## Problem:
Take each line from the entries that holds "Boulevard" and copy it out.

## Records to use:
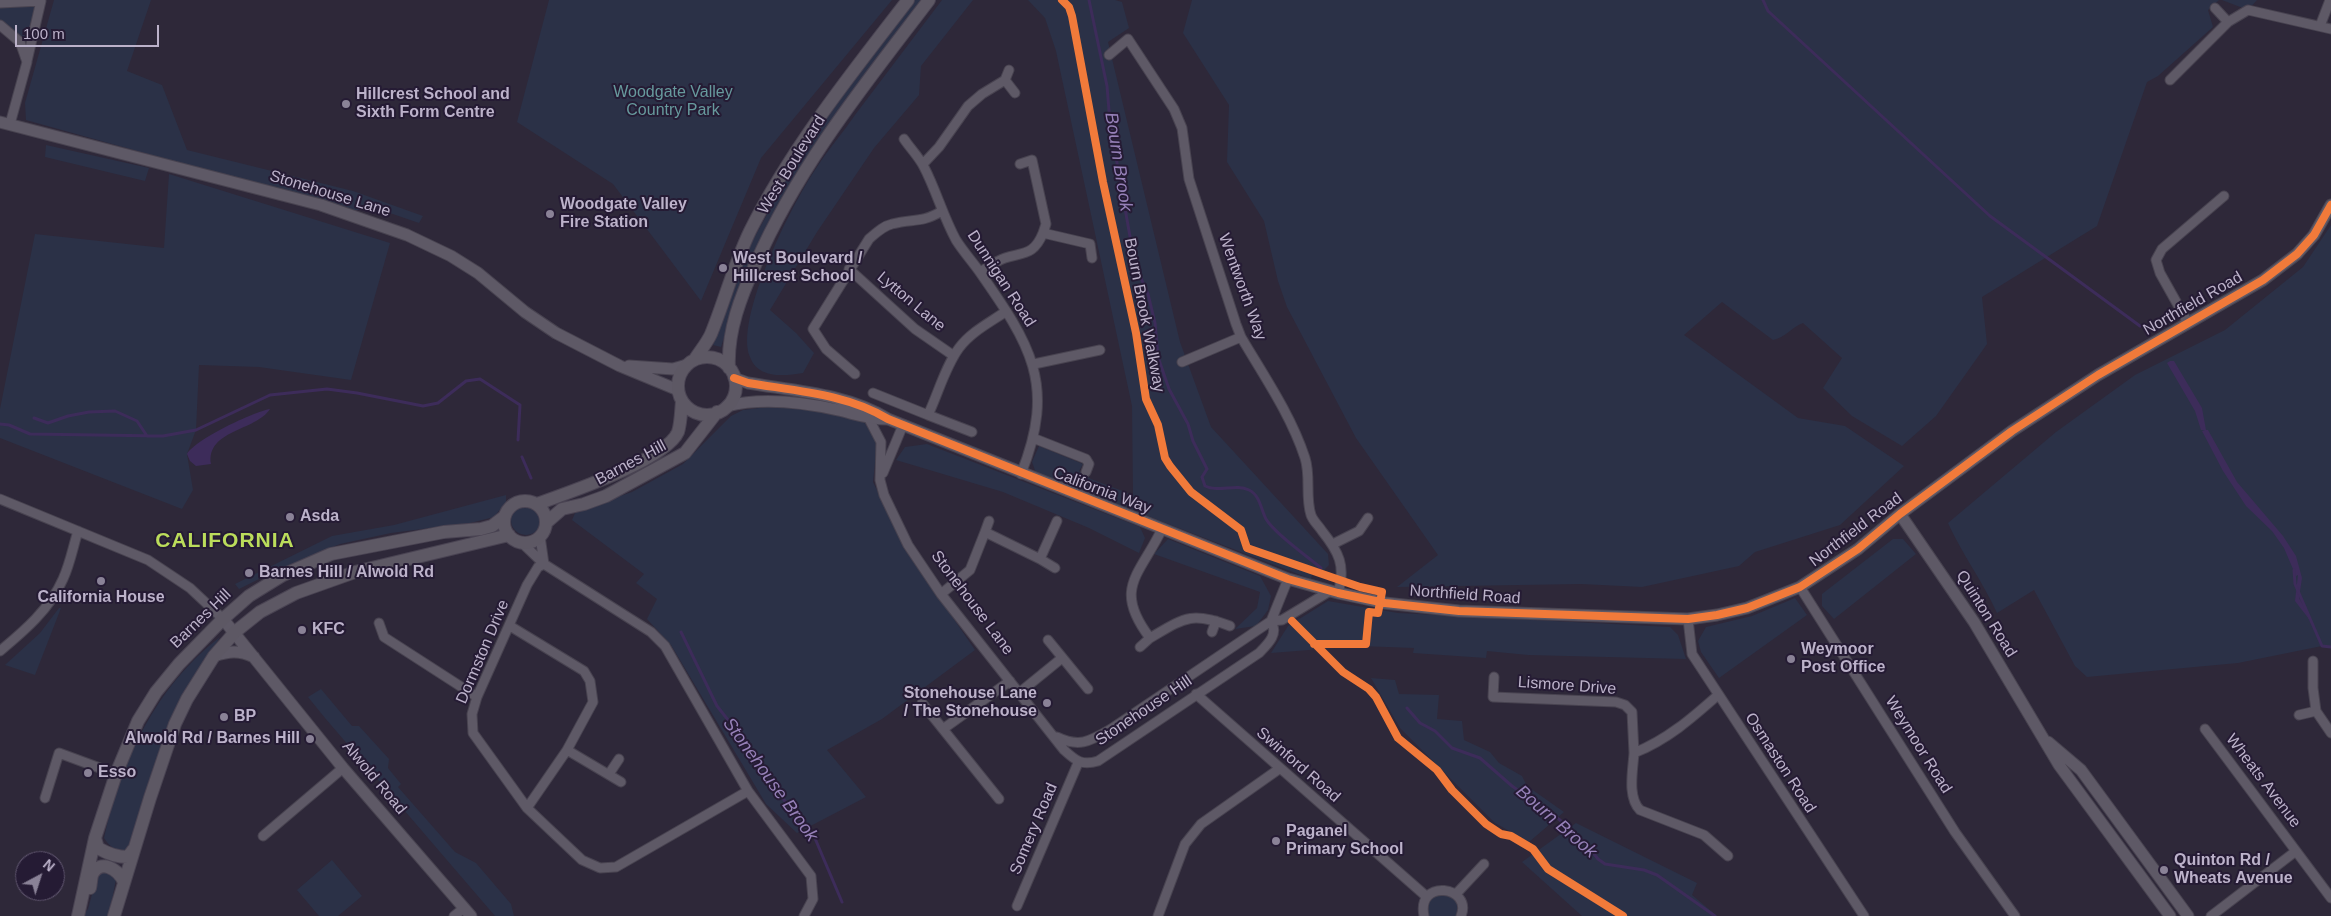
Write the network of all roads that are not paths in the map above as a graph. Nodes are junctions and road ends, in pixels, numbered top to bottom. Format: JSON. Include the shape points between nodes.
{"nodes":[{"id":1,"x":908,"y":0,"type":"edge"},
{"id":2,"x":929,"y":0,"type":"edge"},
{"id":3,"x":2330,"y":0,"type":"edge"},
{"id":4,"x":0,"y":3,"type":"edge"},
{"id":5,"x":2215,"y":8,"type":"dead end"},
{"id":6,"x":2228,"y":22,"type":"junction"},
{"id":7,"x":0,"y":25,"type":"edge"},
{"id":8,"x":2320,"y":26,"type":"junction"},
{"id":9,"x":2331,"y":29,"type":"edge"},
{"id":10,"x":1109,"y":55,"type":"dead end"},
{"id":11,"x":27,"y":62,"type":"junction"},
{"id":12,"x":1009,"y":70,"type":"dead end"},
{"id":13,"x":1005,"y":80,"type":"junction"},
{"id":14,"x":2170,"y":80,"type":"dead end"},
{"id":15,"x":1015,"y":93,"type":"dead end"},
{"id":16,"x":5,"y":123,"type":"edge"},
{"id":17,"x":904,"y":139,"type":"dead end"},
{"id":18,"x":923,"y":164,"type":"junction"},
{"id":19,"x":1020,"y":164,"type":"dead end"},
{"id":20,"x":2224,"y":196,"type":"dead end"},
{"id":21,"x":2331,"y":205,"type":"edge"},
{"id":22,"x":942,"y":211,"type":"junction"},
{"id":23,"x":1043,"y":233,"type":"junction"},
{"id":24,"x":1092,"y":258,"type":"dead end"},
{"id":25,"x":850,"y":269,"type":"junction"},
{"id":26,"x":980,"y":272,"type":"junction"},
{"id":27,"x":1005,"y":312,"type":"junction"},
{"id":28,"x":2188,"y":323,"type":"junction"},
{"id":29,"x":1241,"y":337,"type":"junction"},
{"id":30,"x":1100,"y":350,"type":"dead end"},
{"id":31,"x":954,"y":356,"type":"junction"},
{"id":32,"x":691,"y":362,"type":"junction"},
{"id":33,"x":1182,"y":362,"type":"dead end"},
{"id":34,"x":1034,"y":364,"type":"junction"},
{"id":35,"x":620,"y":366,"type":"junction"},
{"id":36,"x":732,"y":373,"type":"junction"},
{"id":37,"x":855,"y":374,"type":"dead end"},
{"id":38,"x":873,"y":393,"type":"dead end"},
{"id":39,"x":680,"y":396,"type":"junction"},
{"id":40,"x":722,"y":409,"type":"junction"},
{"id":41,"x":928,"y":415,"type":"junction"},
{"id":42,"x":869,"y":419,"type":"junction"},
{"id":43,"x":888,"y":419,"type":"junction"},
{"id":44,"x":903,"y":425,"type":"junction"},
{"id":45,"x":972,"y":432,"type":"dead end"},
{"id":46,"x":1033,"y":438,"type":"junction"},
{"id":47,"x":1086,"y":472,"type":"dead end"},
{"id":48,"x":1021,"y":474,"type":"junction"},
{"id":49,"x":880,"y":480,"type":"junction"},
{"id":50,"x":0,"y":499,"type":"edge"},
{"id":51,"x":537,"y":504,"type":"junction"},
{"id":52,"x":1900,"y":514,"type":"junction"},
{"id":53,"x":505,"y":516,"type":"junction"},
{"id":54,"x":1368,"y":518,"type":"dead end"},
{"id":55,"x":989,"y":521,"type":"dead end"},
{"id":56,"x":1057,"y":521,"type":"dead end"},
{"id":57,"x":546,"y":522,"type":"junction"},
{"id":58,"x":1162,"y":529,"type":"junction"},
{"id":59,"x":78,"y":531,"type":"junction"},
{"id":60,"x":985,"y":532,"type":"junction"},
{"id":61,"x":509,"y":535,"type":"junction"},
{"id":62,"x":540,"y":536,"type":"junction"},
{"id":63,"x":521,"y":542,"type":"junction"},
{"id":64,"x":1333,"y":544,"type":"junction"},
{"id":65,"x":1040,"y":559,"type":"junction"},
{"id":66,"x":544,"y":564,"type":"junction"},
{"id":67,"x":1054,"y":568,"type":"dead end"},
{"id":68,"x":1288,"y":579,"type":"junction"},
{"id":69,"x":1306,"y":584,"type":"joint"},
{"id":70,"x":1800,"y":587,"type":"junction"},
{"id":71,"x":1334,"y":592,"type":"junction"},
{"id":72,"x":941,"y":594,"type":"junction"},
{"id":73,"x":222,"y":618,"type":"junction"},
{"id":74,"x":1688,"y":619,"type":"junction"},
{"id":75,"x":1216,"y":621,"type":"junction"},
{"id":76,"x":1271,"y":621,"type":"junction"},
{"id":77,"x":379,"y":623,"type":"dead end"},
{"id":78,"x":510,"y":626,"type":"junction"},
{"id":79,"x":1230,"y":626,"type":"dead end"},
{"id":80,"x":235,"y":632,"type":"junction"},
{"id":81,"x":1212,"y":632,"type":"dead end"},
{"id":82,"x":1150,"y":638,"type":"junction"},
{"id":83,"x":1048,"y":640,"type":"dead end"},
{"id":84,"x":1140,"y":647,"type":"dead end"},
{"id":85,"x":0,"y":651,"type":"edge"},
{"id":86,"x":214,"y":656,"type":"junction"},
{"id":87,"x":256,"y":658,"type":"junction"},
{"id":88,"x":1062,"y":658,"type":"junction"},
{"id":89,"x":2313,"y":661,"type":"dead end"},
{"id":90,"x":1494,"y":678,"type":"dead end"},
{"id":91,"x":1010,"y":681,"type":"junction"},
{"id":92,"x":1088,"y":689,"type":"dead end"},
{"id":93,"x":1019,"y":692,"type":"junction"},
{"id":94,"x":1196,"y":694,"type":"junction"},
{"id":95,"x":1718,"y":694,"type":"junction"},
{"id":96,"x":477,"y":697,"type":"junction"},
{"id":97,"x":922,"y":703,"type":"dead end"},
{"id":98,"x":2316,"y":711,"type":"junction"},
{"id":99,"x":2299,"y":715,"type":"dead end"},
{"id":100,"x":943,"y":729,"type":"junction"},
{"id":101,"x":2205,"y":729,"type":"dead end"},
{"id":102,"x":2331,"y":733,"type":"edge"},
{"id":103,"x":2040,"y":734,"type":"junction"},
{"id":104,"x":1054,"y":736,"type":"junction"},
{"id":105,"x":568,"y":750,"type":"junction"},
{"id":106,"x":1634,"y":753,"type":"junction"},
{"id":107,"x":619,"y":759,"type":"dead end"},
{"id":108,"x":1078,"y":763,"type":"junction"},
{"id":109,"x":343,"y":768,"type":"junction"},
{"id":110,"x":1279,"y":769,"type":"junction"},
{"id":111,"x":116,"y":774,"type":"junction"},
{"id":112,"x":609,"y":774,"type":"junction"},
{"id":113,"x":621,"y":782,"type":"dead end"},
{"id":114,"x":748,"y":791,"type":"junction"},
{"id":115,"x":45,"y":798,"type":"dead end"},
{"id":116,"x":999,"y":799,"type":"dead end"},
{"id":117,"x":527,"y":808,"type":"junction"},
{"id":118,"x":263,"y":836,"type":"dead end"},
{"id":119,"x":95,"y":838,"type":"junction"},
{"id":120,"x":133,"y":850,"type":"junction"},
{"id":121,"x":2296,"y":851,"type":"junction"},
{"id":122,"x":1728,"y":856,"type":"dead end"},
{"id":123,"x":1484,"y":864,"type":"dead end"},
{"id":124,"x":124,"y":882,"type":"junction"},
{"id":125,"x":1456,"y":894,"type":"junction"},
{"id":126,"x":1427,"y":897,"type":"junction"},
{"id":127,"x":2331,"y":898,"type":"edge"},
{"id":128,"x":1017,"y":906,"type":"dead end"},
{"id":129,"x":78,"y":912,"type":"edge"},
{"id":130,"x":468,"y":912,"type":"edge"},
{"id":131,"x":114,"y":916,"type":"edge"},
{"id":132,"x":454,"y":916,"type":"edge"},
{"id":133,"x":804,"y":916,"type":"edge"},
{"id":134,"x":1158,"y":916,"type":"edge"},
{"id":135,"x":1424,"y":916,"type":"edge"},
{"id":136,"x":1461,"y":916,"type":"edge"},
{"id":137,"x":1864,"y":916,"type":"edge"},
{"id":138,"x":2015,"y":916,"type":"edge"},
{"id":139,"x":2170,"y":916,"type":"edge"},
{"id":140,"x":2188,"y":916,"type":"edge"},
{"id":141,"x":2211,"y":916,"type":"edge"}],
"edges":[{"from":1,"to":32,"type":"main road","name":"West Boulevard","via":[[829,102],[774,187],[728,282],[710,335]]},
{"from":2,"to":36,"type":"main road","name":"West Boulevard","via":[[815,153],[790,194],[745,288],[728,353]]},
{"from":3,"to":8,"type":"street"},
{"from":4,"to":11,"type":"street","via":[[40,1]]},
{"from":5,"to":6,"type":"street"},
{"from":6,"to":8,"type":"street","via":[[2248,10]]},
{"from":6,"to":14,"type":"street"},
{"from":7,"to":11,"type":"street","via":[[20,42]]},
{"from":8,"to":9,"type":"street"},
{"from":10,"to":29,"type":"street","name":"Wentworth Way","via":[[1128,39],[1174,108],[1182,128],[1189,179]]},
{"from":11,"to":16,"type":"street"},
{"from":12,"to":13,"type":"street"},
{"from":13,"to":15,"type":"street"},
{"from":13,"to":18,"type":"street","via":[[968,106],[940,147]]},
{"from":16,"to":35,"type":"street","name":"Stonehouse Lane","via":[[321,205],[407,235],[478,273],[556,333]]},
{"from":17,"to":18,"type":"street","name":"Dunnigan Road"},
{"from":18,"to":22,"type":"street","name":"Dunnigan Road"},
{"from":19,"to":23,"type":"street","via":[[1032,160],[1046,224]]},
{"from":20,"to":28,"type":"street","via":[[2162,249],[2156,260]]},
{"from":21,"to":28,"type":"street","name":"Northfield Road","via":[[2314,235],[2297,254],[2263,280]]},
{"from":22,"to":25,"type":"street","via":[[927,220],[892,224],[879,230],[869,239]]},
{"from":22,"to":26,"type":"street","name":"Dunnigan Road","via":[[957,241]]},
{"from":23,"to":24,"type":"street","via":[[1090,244]]},
{"from":23,"to":26,"type":"street","via":[[1040,242],[1025,255],[1004,258]]},
{"from":25,"to":31,"type":"street","name":"Lytton Lane","via":[[915,329]]},
{"from":25,"to":37,"type":"street","via":[[813,329],[826,349]]},
{"from":26,"to":27,"type":"street","name":"Dunnigan Road"},
{"from":27,"to":31,"type":"street","via":[[974,333]]},
{"from":27,"to":34,"type":"street","name":"Dunnigan Road","via":[[1019,331]]},
{"from":28,"to":52,"type":"street","name":"Northfield Road","via":[[2098,375],[2012,431]]},
{"from":29,"to":33,"type":"street"},
{"from":29,"to":64,"type":"street","name":"Wentworth Way","via":[[1284,410],[1306,460],[1312,518]]},
{"from":30,"to":34,"type":"street"},
{"from":31,"to":41,"type":"street"},
{"from":32,"to":35,"type":"street","name":"Stonehouse Lane","via":[[673,369]]},
{"from":32,"to":36,"type":"main road","via":[[714,358]]},
{"from":32,"to":39,"type":"main road","via":[[679,376]]},
{"from":34,"to":46,"type":"street","name":"Dunnigan Road","via":[[1037,397]]},
{"from":35,"to":39,"type":"street","name":"Stonehouse Lane"},
{"from":36,"to":40,"type":"main road","via":[[734,393]]},
{"from":36,"to":43,"type":"street","name":"California Way","via":[[748,383],[845,400]]},
{"from":38,"to":41,"type":"street"},
{"from":39,"to":40,"type":"main road","via":[[698,413]]},
{"from":39,"to":51,"type":"main road","name":"Barnes Hill","via":[[678,432],[662,450],[636,464]]},
{"from":40,"to":42,"type":"street","name":"California Way","via":[[744,402],[776,401],[839,410]]},
{"from":40,"to":57,"type":"main road","name":"Barnes Hill","via":[[685,453],[606,496],[562,509]]},
{"from":41,"to":45,"type":"street"},
{"from":42,"to":43,"type":"street","name":"California Way"},
{"from":42,"to":49,"type":"street","name":"Stonehouse Lane","via":[[881,442]]},
{"from":43,"to":44,"type":"street","name":"California Way"},
{"from":44,"to":48,"type":"street","name":"California Way"},
{"from":44,"to":49,"type":"street"},
{"from":46,"to":47,"type":"street","via":[[1086,459],[1089,464]]},
{"from":46,"to":48,"type":"street","name":"Dunnigan Road"},
{"from":48,"to":58,"type":"street","name":"California Way"},
{"from":49,"to":72,"type":"street","name":"Stonehouse Lane","via":[[908,545]]},
{"from":50,"to":59,"type":"street"},
{"from":51,"to":53,"type":"main road","via":[[517,502]]},
{"from":51,"to":57,"type":"main road"},
{"from":52,"to":70,"type":"street","name":"Northfield Road","via":[[1858,549]]},
{"from":52,"to":103,"type":"street","name":"Quinton Road","via":[[1974,622]]},
{"from":53,"to":61,"type":"main road"},
{"from":53,"to":73,"type":"main road","name":"Barnes Hill","via":[[492,526],[481,529],[444,532],[331,554],[283,575]]},
{"from":54,"to":64,"type":"street","via":[[1359,531]]},
{"from":55,"to":60,"type":"street"},
{"from":56,"to":65,"type":"street"},
{"from":57,"to":62,"type":"main road"},
{"from":58,"to":68,"type":"street","name":"California Way"},
{"from":58,"to":82,"type":"street","via":[[1140,566],[1130,604]]},
{"from":59,"to":73,"type":"street","via":[[148,560],[190,588]]},
{"from":59,"to":85,"type":"street","via":[[58,590],[18,638]]},
{"from":60,"to":65,"type":"street"},
{"from":60,"to":72,"type":"street","via":[[970,570]]},
{"from":61,"to":63,"type":"main road"},
{"from":61,"to":80,"type":"main road","name":"Barnes Hill","via":[[355,572],[296,593],[260,612]]},
{"from":62,"to":63,"type":"main road"},
{"from":62,"to":66,"type":"street"},
{"from":63,"to":66,"type":"street"},
{"from":64,"to":71,"type":"street","name":"Wentworth Way","via":[[1343,571]]},
{"from":65,"to":67,"type":"street"},
{"from":66,"to":78,"type":"street","name":"Dormston Drive","via":[[538,567],[527,585]]},
{"from":66,"to":114,"type":"street","via":[[651,632],[664,646]]},
{"from":68,"to":69,"type":"street","name":"California Way"},
{"from":68,"to":76,"type":"street","name":"Stonehouse Hill"},
{"from":69,"to":71,"type":"street","name":"Northfield Road"},
{"from":70,"to":74,"type":"street","name":"Northfield Road","via":[[1747,608]]},
{"from":70,"to":138,"type":"street","name":"Weymoor Road","via":[[1955,832]]},
{"from":71,"to":74,"type":"street","name":"Northfield Road","via":[[1385,603],[1459,611]]},
{"from":71,"to":76,"type":"street","name":"Stonehouse Hill","via":[[1282,620]]},
{"from":72,"to":91,"type":"street","name":"Stonehouse Lane"},
{"from":73,"to":80,"type":"street","name":"Alwold Road"},
{"from":73,"to":111,"type":"main road","name":"Barnes Hill","via":[[156,692],[138,721]]},
{"from":74,"to":95,"type":"street","name":"Osmaston Road","via":[[1692,654]]},
{"from":75,"to":79,"type":"street"},
{"from":75,"to":81,"type":"street"},
{"from":75,"to":82,"type":"street","via":[[1187,618]]},
{"from":76,"to":94,"type":"street","name":"Stonehouse Hill","via":[[1274,627],[1270,642],[1259,653]]},
{"from":76,"to":104,"type":"street","name":"Stonehouse Hill","via":[[1111,730],[1087,742],[1070,744]]},
{"from":77,"to":96,"type":"street","via":[[384,638]]},
{"from":78,"to":96,"type":"street","name":"Dormston Drive"},
{"from":78,"to":105,"type":"street","via":[[584,671],[590,682],[593,702]]},
{"from":80,"to":86,"type":"main road","name":"Barnes Hill"},
{"from":80,"to":87,"type":"street","name":"Alwold Road"},
{"from":82,"to":84,"type":"street"},
{"from":83,"to":88,"type":"street"},
{"from":86,"to":87,"type":"street","via":[[229,651],[243,652]]},
{"from":86,"to":120,"type":"main road","name":"Barnes Hill","via":[[187,698],[175,724]]},
{"from":87,"to":109,"type":"street","name":"Alwold Road"},
{"from":88,"to":92,"type":"street"},
{"from":88,"to":93,"type":"street"},
{"from":89,"to":98,"type":"street"},
{"from":90,"to":106,"type":"street","name":"Lismore Drive","via":[[1493,697],[1616,702],[1625,706],[1632,712]]},
{"from":91,"to":93,"type":"street","name":"Stonehouse Lane"},
{"from":91,"to":100,"type":"street"},
{"from":93,"to":104,"type":"street","name":"Stonehouse Lane"},
{"from":94,"to":108,"type":"street","name":"Stonehouse Hill","via":[[1098,760],[1090,764]]},
{"from":94,"to":110,"type":"street","name":"Swinford Road"},
{"from":95,"to":106,"type":"street","via":[[1683,726],[1652,746]]},
{"from":95,"to":137,"type":"street","name":"Osmaston Road"},
{"from":96,"to":117,"type":"street","name":"Dormston Drive","via":[[472,714],[473,733]]},
{"from":97,"to":100,"type":"street"},
{"from":98,"to":99,"type":"street"},
{"from":98,"to":102,"type":"street"},
{"from":100,"to":116,"type":"street"},
{"from":101,"to":121,"type":"street","name":"Wheats Avenue"},
{"from":103,"to":139,"type":"street","name":"Quinton Road","via":[[2059,765]]},
{"from":103,"to":140,"type":"street","name":"Quinton Road","via":[[2081,770]]},
{"from":104,"to":108,"type":"street"},
{"from":105,"to":112,"type":"street"},
{"from":105,"to":117,"type":"street"},
{"from":106,"to":122,"type":"street","via":[[1632,792],[1635,805],[1640,810],[1704,835]]},
{"from":107,"to":112,"type":"street"},
{"from":108,"to":128,"type":"street","name":"Somery Road"},
{"from":109,"to":118,"type":"street"},
{"from":109,"to":130,"type":"street","name":"Alwold Road"},
{"from":110,"to":126,"type":"street","name":"Swinford Road"},
{"from":110,"to":134,"type":"street","via":[[1200,824],[1185,844]]},
{"from":111,"to":115,"type":"street","via":[[59,753]]},
{"from":111,"to":119,"type":"main road","name":"Barnes Hill"},
{"from":112,"to":113,"type":"street"},
{"from":114,"to":117,"type":"street","name":"Dormston Drive","via":[[616,867],[600,868],[582,860]]},
{"from":114,"to":133,"type":"street","via":[[811,876],[813,899]]},
{"from":119,"to":120,"type":"main road","via":[[98,848],[105,853],[128,857]]},
{"from":119,"to":129,"type":"main road","name":"Barnes Hill"},
{"from":120,"to":124,"type":"main road","name":"Barnes Hill"},
{"from":121,"to":127,"type":"street","name":"Wheats Avenue"},
{"from":121,"to":141,"type":"street","name":"Wheats Avenue"},
{"from":123,"to":125,"type":"street"},
{"from":124,"to":129,"type":"main road","via":[[114,869],[99,868],[92,875],[87,903]]},
{"from":124,"to":131,"type":"main road","name":"Barnes Hill"},
{"from":125,"to":126,"type":"street","via":[[1437,890]]},
{"from":125,"to":136,"type":"street","via":[[1462,903]]},
{"from":126,"to":135,"type":"street"},
{"from":130,"to":132,"type":"street"}]}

## Result for this task:
"edges":[{"from":1,"to":32,"type":"main road","name":"West Boulevard","via":[[829,102],[774,187],[728,282],[710,335]]},
{"from":2,"to":36,"type":"main road","name":"West Boulevard","via":[[815,153],[790,194],[745,288],[728,353]]},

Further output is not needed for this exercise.